Amanda Verstegen and Anna Weggel-Reed provide soft musical underscoring during parts of the play, on keyboard and percussion instruments, along with whispered vocals. "By the Light of the Silvery Moon" shows up a couple of times. They also provide music, at full volume, during the intervals between scenes. Randy Newman's "Simon Smith and His Amazing Dancing Bear," played between acts two and three, is a surprising, but oddly appropriate choice.
Mandi Johnson provides a range of eye-catching costumes, with two wonderfully hideous gowns for Lady Bracknell, dapper apparel for Jack and Algernon, stylish dresses for Gwendolyn, and a girlish dress for Cecily. Otherwise, the physical production is modestly scaled, with a number of antique furniture pieces set up in each scene, along with four large spiral topiaries in planters, one at each corner of the playing areas, to indicate the garden setting of act two.

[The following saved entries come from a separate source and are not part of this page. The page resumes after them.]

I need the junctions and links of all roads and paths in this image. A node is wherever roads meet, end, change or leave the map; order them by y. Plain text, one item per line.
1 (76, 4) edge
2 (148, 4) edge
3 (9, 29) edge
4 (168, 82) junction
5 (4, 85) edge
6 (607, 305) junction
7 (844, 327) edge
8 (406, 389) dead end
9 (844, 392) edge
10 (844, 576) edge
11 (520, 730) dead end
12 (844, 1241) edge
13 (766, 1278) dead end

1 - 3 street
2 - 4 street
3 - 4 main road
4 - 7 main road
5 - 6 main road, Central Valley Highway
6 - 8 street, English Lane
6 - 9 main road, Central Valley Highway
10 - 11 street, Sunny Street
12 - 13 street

The play is full of cockamamie notions, but to pick at the irrational chinks in the plot is to miss the point. After all, people often are irrational. The fact that the irrationality and deceptions paraded on stage produce pairs of happy lovers was a great poke to the conventions of courtship and love in 1895 and still today has a rib-tickling effect. If "funny" is what makes us laugh and "wit" is what adds ideas to the laughter, The Importance of Being Earnest works because it is funny and witty. Four Humors has captured its essence, offering a gift of laughter that is always welcome, especially so in these times.
The Importance of Being Earnest, presented by Four Humors Theater, continues through February 25, 2017, as part of the Art Share series at Southern Theater, 1420 Washington Avenue S., Minneapolis, MN. Tickets: $20.00 in advance, $24.00 at the door, $12.00 students with ID, free for Art Share members. For tickets and information on Art Share go to southerntheater.org. For information on Four Humors Theater go to fourhumorstheater.com.
Writer: Oscar Wilde; Director: Jason Ballweber; Set Design: Meagan Kedrowski; Costume Design: Mandi Johnson; Lighting Design: Jon Kirchhofer; Props Design: Matt Spring and Brant Miller; Dialect Coach: Keely Wolter.
Cast: Jason Ballweber (Butler Lane/Butler Merriman), Christian Bardin (John "Jack" Worthing), Brighid Burkhalter (Gwendolyn Fairfax), Ryan Lear (Algernon Moncrieff), Brant Miller (Lady Bracknell), Iris Rose Page (Miss Prism), Matt Spring (Rev. Canon Chasuble), Amanda Verstegen (musician), Anna Weggel-Reed (musician), Emily Wrolson (Cecily Cardew).